Beginning with this part of the continent's emergence from pre-history, Fehrenbach introduces us to its earliest inhabitants. We travel with the peaceful Indians who migrated from Wyoming through Nebraska and New Mexico into Texas, afoot and gathering their food from wild plants. The "lowly gatherers", they were called, confined to the ground they could cover on foot, and little match for the fleet game that abounded on every hand.

But when they encountered horses brought in by the Spanish they became obsessed with horsemanship. Large numbers of horses were stolen in nighttime raids on Spanish remudas and the "gatherers" were transformed into the fiercest Indians on the North American continent: the Comanches.

With their new mobility they could appear from nowhere, strike the Spanish settlements and disappear into nowhere like the passing wind. Better horsemen have never lived, and horses have never been used as instruments of war with such expertness as they were used by the Comanches. The Spanish incursion was pushed back, and further back.

So when Stephen F. Austin applied to the Mexican authorities to settle eastern Texas he was seen as added defenses against the marauding Comanches. Houston was given huge grants of land and he brought in settlers. Spanish soldiers -- fighting for they knew not what -- were one thing. Men fighting the Comanches to protect their homesteads were something else, and they fought back blow for blow. So the Comanches were encouraged to occupy west Texas, leaving the settlers the eastern part of the land pretty much alone.

At some point the Mexican authorities became uneasy over the large numbers of settlers coming in and friction arose. Austin was forcibly detained during a negotiating confab in Mexico, but still the settlers came. Eventually, after Houston's release, the differences between the settlers and their Spanish overlords became hostilities that ultimately led to the Battle of the Alamo. The long siege of the Alamo allowed a prolonged consolidation and retreat of General Sam Houston's ragtag army -- a retreat that was roundly criticized by politicians issuing proclamations from their comfortable homes -- that ended in the decisive fight for independence in a low-lying palmetto and scrub-oak studded swamp east of today's Houston -- the Battle of San Jacinto.

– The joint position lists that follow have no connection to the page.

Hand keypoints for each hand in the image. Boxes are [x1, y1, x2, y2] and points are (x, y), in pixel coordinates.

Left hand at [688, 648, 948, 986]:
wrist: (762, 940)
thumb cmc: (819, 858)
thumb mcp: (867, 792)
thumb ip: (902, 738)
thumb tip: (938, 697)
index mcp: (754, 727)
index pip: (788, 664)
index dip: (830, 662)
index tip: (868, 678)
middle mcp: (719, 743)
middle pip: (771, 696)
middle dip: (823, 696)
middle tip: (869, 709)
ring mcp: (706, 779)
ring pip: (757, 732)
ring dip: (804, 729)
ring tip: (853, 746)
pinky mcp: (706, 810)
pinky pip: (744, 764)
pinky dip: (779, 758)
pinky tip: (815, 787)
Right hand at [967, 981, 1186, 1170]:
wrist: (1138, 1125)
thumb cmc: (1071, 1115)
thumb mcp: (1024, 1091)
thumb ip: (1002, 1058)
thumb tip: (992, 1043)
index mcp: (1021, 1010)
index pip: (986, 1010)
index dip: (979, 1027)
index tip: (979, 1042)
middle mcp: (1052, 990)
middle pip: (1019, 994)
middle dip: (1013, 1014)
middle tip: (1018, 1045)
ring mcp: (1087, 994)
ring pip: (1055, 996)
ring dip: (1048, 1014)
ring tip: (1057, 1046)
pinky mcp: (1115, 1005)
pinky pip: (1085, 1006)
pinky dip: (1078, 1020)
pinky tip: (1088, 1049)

There, 800 untrained but well-led and determined Texians staged a daring midday attack on the 1,500-man Mexican army led by the feared General Santa Anna -- a confident army enjoying its siesta, arms neatly stacked. It was Santa Anna who had taken over the Alamo siege from his subordinate and ended the holdout, and it was he who would annihilate the Texian army once and for all. But in less than an hour General Sam Houston's men, shouting "Remember the Alamo" and "Remember Goliad" killed 600 Mexicans and wounded 200. They would capture 700, including Santa Anna. The general had disguised himself as a common soldier, but was unveiled when an officer saluted him.

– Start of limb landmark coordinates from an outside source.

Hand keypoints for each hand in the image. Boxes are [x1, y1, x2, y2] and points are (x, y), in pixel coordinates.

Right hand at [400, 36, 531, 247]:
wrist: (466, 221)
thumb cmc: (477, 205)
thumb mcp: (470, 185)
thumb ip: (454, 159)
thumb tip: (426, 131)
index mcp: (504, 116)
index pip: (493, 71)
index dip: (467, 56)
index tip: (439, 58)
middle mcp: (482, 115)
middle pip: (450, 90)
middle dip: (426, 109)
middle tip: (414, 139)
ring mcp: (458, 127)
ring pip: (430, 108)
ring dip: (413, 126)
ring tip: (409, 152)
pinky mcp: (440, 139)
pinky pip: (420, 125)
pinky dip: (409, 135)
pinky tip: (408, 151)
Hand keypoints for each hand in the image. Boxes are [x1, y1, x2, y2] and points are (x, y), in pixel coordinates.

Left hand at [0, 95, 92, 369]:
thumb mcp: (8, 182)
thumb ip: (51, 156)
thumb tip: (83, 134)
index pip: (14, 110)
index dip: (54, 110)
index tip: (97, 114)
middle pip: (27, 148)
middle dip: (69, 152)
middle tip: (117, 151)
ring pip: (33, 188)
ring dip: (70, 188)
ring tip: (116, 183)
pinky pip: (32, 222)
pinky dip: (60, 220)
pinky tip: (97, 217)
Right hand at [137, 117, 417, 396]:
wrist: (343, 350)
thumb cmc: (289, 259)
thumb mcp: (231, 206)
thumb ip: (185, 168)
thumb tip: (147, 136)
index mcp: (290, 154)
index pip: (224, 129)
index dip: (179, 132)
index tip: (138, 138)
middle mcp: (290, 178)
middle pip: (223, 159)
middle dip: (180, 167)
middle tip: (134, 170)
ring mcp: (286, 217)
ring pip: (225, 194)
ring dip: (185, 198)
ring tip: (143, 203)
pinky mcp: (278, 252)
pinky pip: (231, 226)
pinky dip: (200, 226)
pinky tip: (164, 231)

Six of General Houston's men were killed and 30 wounded. Texas was free of Mexican rule forever and The Republic of Texas was a reality. Texas bred some ferocious fighters, and from their ranks evolved a group of lawmen/fighters never equaled in U.S. history: The Texas Rangers -- not the politicized force of today, but a strategic fighting unit of such gritty ferociousness that it could, and did, change the course of a war.

It pulled General Zachary Taylor's fat out of the fire in the war between the U.S. and Mexico in 1846, allowing victory at Monterey. The Rangers applied their uncanny scouting skills, learned from the Comanches, to discover the precise locations and numbers of Mexican field units. This tactical advantage, plus the Rangers' superbly effective strategies and fearless battle tactics that harried the Mexican army, were critical to the U.S. victory at Monterey.

It was during the 8-week truce there, while the city was occupied by Taylor's army, that a hapless Mexican snatched a bandanna from a mounted Ranger and was shot dead in his tracks. Taylor brought in the Rangers' Captain to dress him down, only to be told that the Captain would not order his men to tolerate the slightest display of disrespect from a Mexican.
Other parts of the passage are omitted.